Михаил Козаков «Крушение империи»
- Я очень рад, что мы сошлись во взглядах.
- Я - тоже! - стараясь всячески скрыть свою иронию, сказал Фома Матвеевич: причина давнего, но неясного раньше предубеждения была найдена.
- Что за человек это? - заинтересовался следователь особой правительственной комиссии, назначенный «самим» Керенским, и взял в руки тоненький карандаш, готовясь записать фамилию неизвестного.
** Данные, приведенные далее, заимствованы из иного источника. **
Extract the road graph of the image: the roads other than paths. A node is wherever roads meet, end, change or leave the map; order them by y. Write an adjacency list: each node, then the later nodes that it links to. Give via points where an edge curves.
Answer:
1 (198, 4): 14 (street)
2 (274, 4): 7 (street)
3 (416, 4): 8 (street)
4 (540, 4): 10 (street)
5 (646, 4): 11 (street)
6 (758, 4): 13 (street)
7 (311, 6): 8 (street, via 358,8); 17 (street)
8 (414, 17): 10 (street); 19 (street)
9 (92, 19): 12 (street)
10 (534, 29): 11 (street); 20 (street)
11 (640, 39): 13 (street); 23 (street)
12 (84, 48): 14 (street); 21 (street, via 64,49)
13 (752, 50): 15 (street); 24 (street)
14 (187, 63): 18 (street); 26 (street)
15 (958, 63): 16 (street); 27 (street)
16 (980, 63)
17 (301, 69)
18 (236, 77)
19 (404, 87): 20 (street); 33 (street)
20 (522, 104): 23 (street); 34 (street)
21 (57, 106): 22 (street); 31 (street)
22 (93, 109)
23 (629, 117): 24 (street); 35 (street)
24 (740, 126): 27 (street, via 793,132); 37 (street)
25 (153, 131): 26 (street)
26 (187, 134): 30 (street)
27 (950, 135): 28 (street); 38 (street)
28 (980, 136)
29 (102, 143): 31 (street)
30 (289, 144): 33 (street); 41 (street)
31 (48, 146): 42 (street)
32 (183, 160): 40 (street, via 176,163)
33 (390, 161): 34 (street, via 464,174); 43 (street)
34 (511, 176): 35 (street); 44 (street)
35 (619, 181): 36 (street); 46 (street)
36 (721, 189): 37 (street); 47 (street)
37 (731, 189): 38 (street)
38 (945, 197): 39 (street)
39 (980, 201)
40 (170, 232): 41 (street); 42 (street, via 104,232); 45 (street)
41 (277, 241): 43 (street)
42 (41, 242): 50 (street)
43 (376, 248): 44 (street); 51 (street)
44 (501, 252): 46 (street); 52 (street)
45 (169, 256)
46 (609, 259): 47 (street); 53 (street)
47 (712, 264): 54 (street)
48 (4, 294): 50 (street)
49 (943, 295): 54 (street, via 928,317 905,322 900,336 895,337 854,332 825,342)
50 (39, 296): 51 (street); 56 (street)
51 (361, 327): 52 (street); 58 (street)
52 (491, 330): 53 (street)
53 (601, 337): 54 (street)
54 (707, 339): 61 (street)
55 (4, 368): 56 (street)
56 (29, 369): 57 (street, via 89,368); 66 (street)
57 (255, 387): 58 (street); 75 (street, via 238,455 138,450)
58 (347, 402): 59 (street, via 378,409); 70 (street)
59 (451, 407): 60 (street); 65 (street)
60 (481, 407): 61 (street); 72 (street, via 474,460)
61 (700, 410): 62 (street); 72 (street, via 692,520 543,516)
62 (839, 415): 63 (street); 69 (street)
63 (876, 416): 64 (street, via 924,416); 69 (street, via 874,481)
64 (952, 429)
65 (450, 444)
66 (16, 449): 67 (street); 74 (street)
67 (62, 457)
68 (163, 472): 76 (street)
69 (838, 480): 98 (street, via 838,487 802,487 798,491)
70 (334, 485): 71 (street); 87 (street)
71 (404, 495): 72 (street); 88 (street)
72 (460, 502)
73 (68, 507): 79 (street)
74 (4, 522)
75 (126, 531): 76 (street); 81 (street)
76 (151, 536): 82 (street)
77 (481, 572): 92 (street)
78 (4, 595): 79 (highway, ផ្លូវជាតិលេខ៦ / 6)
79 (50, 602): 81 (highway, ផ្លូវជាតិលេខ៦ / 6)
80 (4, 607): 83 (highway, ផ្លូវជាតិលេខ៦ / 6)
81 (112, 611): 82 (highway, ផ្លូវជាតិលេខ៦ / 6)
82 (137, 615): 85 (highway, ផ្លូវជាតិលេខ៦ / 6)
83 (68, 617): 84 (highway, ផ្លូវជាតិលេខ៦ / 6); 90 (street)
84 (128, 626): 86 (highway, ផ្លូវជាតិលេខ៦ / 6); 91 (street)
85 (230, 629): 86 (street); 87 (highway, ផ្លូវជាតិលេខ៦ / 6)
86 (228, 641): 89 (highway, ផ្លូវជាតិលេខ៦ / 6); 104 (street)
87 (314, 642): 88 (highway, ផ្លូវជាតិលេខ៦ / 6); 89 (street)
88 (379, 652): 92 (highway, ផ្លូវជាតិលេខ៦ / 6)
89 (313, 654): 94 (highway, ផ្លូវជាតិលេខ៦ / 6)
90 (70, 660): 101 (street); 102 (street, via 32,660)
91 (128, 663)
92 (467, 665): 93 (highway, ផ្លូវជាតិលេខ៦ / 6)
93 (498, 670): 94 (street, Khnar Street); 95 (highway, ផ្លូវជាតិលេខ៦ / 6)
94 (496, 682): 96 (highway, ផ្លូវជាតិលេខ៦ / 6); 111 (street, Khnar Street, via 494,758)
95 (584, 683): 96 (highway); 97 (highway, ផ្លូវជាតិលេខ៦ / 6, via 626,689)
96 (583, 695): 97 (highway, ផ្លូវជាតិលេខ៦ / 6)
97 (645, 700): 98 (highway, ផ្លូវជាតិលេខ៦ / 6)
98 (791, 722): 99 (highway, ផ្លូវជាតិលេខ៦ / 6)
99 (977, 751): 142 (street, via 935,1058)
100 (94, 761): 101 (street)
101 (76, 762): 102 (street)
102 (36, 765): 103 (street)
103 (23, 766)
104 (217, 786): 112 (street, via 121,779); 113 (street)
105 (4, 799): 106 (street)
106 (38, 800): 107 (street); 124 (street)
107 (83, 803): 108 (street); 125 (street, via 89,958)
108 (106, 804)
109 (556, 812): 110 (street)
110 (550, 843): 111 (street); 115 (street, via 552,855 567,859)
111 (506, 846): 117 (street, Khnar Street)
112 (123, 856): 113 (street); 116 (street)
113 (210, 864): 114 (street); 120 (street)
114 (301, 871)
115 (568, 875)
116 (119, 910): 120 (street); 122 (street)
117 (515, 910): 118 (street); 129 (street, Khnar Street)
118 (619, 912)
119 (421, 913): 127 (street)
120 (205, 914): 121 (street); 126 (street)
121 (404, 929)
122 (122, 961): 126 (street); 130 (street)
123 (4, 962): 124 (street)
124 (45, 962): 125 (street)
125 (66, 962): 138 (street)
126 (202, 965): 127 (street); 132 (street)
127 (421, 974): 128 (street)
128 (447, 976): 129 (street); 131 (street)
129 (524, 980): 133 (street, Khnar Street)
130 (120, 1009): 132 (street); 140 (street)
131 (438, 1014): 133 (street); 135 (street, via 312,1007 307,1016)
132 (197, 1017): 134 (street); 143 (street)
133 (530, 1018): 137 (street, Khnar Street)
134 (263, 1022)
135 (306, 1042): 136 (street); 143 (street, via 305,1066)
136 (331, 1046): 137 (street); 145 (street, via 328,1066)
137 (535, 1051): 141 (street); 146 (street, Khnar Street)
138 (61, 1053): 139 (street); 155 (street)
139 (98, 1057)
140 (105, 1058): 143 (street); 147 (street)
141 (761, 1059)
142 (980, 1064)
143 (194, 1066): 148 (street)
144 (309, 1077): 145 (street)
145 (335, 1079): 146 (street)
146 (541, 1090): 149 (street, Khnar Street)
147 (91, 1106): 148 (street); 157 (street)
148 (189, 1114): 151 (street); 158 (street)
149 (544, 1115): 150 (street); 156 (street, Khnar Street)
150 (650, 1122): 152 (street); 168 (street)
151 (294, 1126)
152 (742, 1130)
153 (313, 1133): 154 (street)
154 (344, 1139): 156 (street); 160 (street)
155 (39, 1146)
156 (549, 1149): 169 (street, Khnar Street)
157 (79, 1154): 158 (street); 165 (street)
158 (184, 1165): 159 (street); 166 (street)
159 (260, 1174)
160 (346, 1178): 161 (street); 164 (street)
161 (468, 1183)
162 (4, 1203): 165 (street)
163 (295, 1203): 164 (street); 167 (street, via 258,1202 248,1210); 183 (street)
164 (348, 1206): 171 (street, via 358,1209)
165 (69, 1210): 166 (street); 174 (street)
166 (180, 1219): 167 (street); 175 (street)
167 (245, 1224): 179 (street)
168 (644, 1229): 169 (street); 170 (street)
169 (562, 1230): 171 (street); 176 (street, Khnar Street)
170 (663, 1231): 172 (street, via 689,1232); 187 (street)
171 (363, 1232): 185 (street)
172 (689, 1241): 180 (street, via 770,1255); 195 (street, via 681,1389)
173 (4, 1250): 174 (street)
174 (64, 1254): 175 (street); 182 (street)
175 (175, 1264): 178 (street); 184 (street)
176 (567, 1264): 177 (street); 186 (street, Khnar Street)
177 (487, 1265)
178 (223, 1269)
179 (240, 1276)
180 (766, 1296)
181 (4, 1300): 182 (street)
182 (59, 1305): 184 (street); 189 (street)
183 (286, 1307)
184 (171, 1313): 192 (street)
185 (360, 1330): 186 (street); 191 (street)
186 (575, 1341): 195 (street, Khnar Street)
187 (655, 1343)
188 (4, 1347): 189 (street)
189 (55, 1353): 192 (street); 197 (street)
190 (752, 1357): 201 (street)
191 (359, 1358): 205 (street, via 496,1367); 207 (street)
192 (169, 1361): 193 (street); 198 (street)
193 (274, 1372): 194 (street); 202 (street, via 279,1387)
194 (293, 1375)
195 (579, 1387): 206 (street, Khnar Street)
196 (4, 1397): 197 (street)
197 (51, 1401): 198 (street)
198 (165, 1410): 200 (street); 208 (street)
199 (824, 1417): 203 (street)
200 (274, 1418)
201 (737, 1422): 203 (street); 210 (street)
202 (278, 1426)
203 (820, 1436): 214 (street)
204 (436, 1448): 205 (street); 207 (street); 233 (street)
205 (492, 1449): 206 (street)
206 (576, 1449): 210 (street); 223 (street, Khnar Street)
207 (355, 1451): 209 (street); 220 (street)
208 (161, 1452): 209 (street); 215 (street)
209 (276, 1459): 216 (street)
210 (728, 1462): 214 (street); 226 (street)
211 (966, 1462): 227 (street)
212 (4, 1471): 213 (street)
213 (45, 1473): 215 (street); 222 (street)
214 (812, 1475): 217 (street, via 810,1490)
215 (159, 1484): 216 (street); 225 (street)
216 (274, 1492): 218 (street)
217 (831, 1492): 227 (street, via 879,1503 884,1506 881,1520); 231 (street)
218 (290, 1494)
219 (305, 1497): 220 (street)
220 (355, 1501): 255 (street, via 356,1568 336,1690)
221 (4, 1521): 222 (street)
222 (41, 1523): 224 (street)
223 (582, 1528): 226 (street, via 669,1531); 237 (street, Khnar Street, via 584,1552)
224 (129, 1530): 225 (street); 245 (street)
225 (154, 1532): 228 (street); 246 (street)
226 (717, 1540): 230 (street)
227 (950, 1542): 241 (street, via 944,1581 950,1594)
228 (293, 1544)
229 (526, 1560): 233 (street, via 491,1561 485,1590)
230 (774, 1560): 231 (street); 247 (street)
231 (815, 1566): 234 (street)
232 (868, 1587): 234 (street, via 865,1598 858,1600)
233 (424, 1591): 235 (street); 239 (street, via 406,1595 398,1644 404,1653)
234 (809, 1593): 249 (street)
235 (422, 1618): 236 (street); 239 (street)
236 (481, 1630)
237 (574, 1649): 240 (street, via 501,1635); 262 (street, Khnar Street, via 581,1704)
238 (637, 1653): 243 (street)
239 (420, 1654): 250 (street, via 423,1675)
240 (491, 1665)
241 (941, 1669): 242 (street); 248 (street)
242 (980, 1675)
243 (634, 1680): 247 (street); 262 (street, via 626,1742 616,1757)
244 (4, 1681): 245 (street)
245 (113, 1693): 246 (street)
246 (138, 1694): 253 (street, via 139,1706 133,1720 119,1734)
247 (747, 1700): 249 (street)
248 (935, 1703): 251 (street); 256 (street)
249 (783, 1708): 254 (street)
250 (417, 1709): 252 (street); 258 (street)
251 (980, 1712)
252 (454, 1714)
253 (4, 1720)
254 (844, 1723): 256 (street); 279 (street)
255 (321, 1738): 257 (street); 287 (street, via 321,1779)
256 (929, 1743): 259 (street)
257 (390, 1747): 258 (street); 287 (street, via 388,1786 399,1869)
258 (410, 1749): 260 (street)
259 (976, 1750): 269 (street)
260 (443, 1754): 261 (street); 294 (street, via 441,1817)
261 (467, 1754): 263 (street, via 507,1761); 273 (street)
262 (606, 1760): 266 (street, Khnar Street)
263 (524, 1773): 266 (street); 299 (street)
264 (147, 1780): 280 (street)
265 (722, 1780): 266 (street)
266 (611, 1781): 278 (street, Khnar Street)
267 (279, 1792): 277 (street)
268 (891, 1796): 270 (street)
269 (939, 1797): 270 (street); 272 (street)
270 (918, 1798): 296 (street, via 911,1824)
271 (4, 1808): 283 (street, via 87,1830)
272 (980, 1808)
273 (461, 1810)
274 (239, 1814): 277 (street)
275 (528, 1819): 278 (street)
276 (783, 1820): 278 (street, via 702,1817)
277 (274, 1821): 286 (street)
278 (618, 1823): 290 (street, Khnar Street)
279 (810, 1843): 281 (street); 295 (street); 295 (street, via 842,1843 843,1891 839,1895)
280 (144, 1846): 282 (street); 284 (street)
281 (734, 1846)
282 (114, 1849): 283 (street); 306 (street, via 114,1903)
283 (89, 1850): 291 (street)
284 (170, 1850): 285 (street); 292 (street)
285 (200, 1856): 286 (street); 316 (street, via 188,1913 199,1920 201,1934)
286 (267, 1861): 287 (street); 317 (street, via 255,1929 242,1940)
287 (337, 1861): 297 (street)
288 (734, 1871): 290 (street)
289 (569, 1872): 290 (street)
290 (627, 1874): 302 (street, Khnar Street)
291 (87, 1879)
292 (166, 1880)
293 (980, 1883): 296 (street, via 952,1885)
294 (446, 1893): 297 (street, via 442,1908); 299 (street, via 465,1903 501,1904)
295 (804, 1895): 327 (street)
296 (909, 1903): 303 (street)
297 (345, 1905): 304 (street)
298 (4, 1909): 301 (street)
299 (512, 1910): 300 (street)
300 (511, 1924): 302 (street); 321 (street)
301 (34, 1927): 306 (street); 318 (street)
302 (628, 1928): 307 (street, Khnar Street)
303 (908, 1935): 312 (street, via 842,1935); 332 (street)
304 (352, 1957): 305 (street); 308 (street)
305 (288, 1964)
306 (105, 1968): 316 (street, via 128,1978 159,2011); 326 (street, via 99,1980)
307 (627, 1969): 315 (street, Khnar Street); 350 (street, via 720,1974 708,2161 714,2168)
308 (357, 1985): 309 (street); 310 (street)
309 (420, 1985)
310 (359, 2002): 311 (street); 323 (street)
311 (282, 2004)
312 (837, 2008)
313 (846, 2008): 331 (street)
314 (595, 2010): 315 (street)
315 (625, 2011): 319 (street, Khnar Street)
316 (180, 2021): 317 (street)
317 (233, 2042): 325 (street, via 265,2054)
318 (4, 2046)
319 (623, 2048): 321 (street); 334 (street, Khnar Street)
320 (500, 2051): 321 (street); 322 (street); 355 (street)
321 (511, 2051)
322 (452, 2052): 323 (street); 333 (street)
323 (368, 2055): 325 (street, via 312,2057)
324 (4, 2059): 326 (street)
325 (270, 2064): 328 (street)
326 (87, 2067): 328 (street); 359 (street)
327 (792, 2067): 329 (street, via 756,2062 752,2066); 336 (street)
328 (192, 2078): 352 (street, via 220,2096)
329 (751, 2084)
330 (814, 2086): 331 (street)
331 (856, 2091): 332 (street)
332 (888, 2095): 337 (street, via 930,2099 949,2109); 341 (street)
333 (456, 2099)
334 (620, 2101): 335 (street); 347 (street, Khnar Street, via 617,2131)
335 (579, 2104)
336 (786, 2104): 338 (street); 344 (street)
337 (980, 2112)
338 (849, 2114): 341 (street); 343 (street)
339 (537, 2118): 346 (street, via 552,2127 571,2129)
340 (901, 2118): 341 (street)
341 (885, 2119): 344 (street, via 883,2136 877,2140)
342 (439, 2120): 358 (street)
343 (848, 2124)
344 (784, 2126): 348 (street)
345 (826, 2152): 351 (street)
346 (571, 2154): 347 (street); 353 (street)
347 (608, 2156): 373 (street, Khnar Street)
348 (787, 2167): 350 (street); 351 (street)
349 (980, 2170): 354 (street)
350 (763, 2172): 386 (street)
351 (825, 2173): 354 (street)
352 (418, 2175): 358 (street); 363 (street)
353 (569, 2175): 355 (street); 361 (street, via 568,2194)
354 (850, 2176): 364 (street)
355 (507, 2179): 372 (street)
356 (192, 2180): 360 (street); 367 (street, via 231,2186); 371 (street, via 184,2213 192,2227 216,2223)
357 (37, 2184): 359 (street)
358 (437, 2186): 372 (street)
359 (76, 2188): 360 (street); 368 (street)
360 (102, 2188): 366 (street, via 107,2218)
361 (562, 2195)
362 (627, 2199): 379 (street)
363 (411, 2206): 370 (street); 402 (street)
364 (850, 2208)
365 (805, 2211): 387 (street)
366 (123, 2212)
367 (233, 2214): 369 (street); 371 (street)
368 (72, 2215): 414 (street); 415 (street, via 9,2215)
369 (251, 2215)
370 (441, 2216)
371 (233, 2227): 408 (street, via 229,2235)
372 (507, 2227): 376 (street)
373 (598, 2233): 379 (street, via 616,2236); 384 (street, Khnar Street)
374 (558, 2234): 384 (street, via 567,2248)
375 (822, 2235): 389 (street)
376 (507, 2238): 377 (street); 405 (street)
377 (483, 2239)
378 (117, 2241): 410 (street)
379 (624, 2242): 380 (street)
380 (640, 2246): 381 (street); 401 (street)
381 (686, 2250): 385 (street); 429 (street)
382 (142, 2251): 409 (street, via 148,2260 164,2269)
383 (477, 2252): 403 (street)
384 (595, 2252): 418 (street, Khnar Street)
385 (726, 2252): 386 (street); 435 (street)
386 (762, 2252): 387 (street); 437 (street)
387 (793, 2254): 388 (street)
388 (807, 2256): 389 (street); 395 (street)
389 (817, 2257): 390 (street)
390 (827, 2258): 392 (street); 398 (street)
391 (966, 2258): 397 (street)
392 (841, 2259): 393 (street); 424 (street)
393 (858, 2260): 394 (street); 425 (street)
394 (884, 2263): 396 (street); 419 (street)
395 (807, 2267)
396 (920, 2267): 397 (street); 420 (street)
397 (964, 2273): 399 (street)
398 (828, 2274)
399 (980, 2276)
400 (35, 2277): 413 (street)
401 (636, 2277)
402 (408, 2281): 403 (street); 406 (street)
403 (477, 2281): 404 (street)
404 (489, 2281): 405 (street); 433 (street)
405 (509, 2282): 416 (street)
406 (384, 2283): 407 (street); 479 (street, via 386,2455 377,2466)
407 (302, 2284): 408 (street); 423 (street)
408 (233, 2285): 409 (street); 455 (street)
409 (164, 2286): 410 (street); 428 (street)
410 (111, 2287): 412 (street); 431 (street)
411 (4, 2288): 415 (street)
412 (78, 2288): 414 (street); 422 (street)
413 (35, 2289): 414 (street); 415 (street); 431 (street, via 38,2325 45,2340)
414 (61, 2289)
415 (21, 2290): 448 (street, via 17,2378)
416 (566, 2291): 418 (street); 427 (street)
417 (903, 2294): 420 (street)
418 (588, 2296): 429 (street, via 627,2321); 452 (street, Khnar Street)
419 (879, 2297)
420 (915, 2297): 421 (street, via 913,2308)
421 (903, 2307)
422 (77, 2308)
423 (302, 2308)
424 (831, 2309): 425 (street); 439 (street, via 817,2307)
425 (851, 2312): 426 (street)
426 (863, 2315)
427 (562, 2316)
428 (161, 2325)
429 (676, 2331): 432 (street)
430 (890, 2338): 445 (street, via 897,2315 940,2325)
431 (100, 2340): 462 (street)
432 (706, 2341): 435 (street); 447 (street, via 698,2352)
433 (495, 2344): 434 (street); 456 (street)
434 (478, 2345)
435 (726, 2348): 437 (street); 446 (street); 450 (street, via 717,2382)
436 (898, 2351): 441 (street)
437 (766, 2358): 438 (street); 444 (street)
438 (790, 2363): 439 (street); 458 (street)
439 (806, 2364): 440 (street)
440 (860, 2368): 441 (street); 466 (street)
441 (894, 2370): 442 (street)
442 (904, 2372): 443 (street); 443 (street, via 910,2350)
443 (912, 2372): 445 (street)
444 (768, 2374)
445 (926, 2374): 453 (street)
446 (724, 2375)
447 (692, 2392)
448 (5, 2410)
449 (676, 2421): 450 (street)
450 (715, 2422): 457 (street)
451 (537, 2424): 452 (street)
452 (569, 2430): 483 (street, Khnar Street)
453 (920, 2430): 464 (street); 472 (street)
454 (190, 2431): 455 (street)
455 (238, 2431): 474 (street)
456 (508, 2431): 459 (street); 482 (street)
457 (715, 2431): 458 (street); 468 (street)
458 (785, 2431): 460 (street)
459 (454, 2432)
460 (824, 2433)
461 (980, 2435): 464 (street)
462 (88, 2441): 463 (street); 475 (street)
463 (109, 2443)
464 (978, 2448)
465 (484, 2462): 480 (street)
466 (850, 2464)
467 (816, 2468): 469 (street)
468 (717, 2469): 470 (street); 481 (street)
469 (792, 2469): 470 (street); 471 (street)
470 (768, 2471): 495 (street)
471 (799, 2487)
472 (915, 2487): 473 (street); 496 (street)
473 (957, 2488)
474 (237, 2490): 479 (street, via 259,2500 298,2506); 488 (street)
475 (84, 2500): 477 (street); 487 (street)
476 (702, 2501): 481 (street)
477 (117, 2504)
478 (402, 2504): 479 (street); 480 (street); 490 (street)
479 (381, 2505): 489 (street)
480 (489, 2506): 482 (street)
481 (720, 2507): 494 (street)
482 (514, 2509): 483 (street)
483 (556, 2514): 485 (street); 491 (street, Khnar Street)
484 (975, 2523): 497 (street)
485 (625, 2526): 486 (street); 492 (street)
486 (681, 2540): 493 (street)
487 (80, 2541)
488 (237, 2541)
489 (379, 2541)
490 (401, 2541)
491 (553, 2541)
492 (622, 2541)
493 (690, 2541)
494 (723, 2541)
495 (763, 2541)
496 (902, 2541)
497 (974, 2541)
Но фамилию журналист сразу не назвал. Он предпочел вкратце рассказать о своих подозрениях, сопоставить неожиданные всегда встречи свои с этим «неизвестным» и всегда в одном и том же доме на Ковенском, отметить весьма странное поведение этого человека в день обыска на секретной квартире департаментского «кита» Губонина и, рассказав об окурках в губонинской пепельнице, вытащил из жилетного кармашка завернутую в бумажку папиросную гильзу с маркой «Стамболи» и показал ее Лютику.
- И все? - спросил тот, выслушав рассказ.
- Если не считать того, что этот человек, эсер, несколько лет назад отбывал каторгу на «колесухе», а теперь - правая рука одного фабриканта! - выпалил Фома Матвеевич и, словно ужаленный своими же словами, соскочил со стула и пробежал вдоль длинного письменного стола штабс-капитана Лютика.
- Странно… - задумчиво сказал Петр Михайлович и снова посмотрел на часы. - Никакая медленность не велика, когда речь идет о человеческой жизни, - все так же задумчиво, как будто что-то перебирая в памяти, произнес Петр Михайлович, пряча свой взгляд от возбужденного собеседника.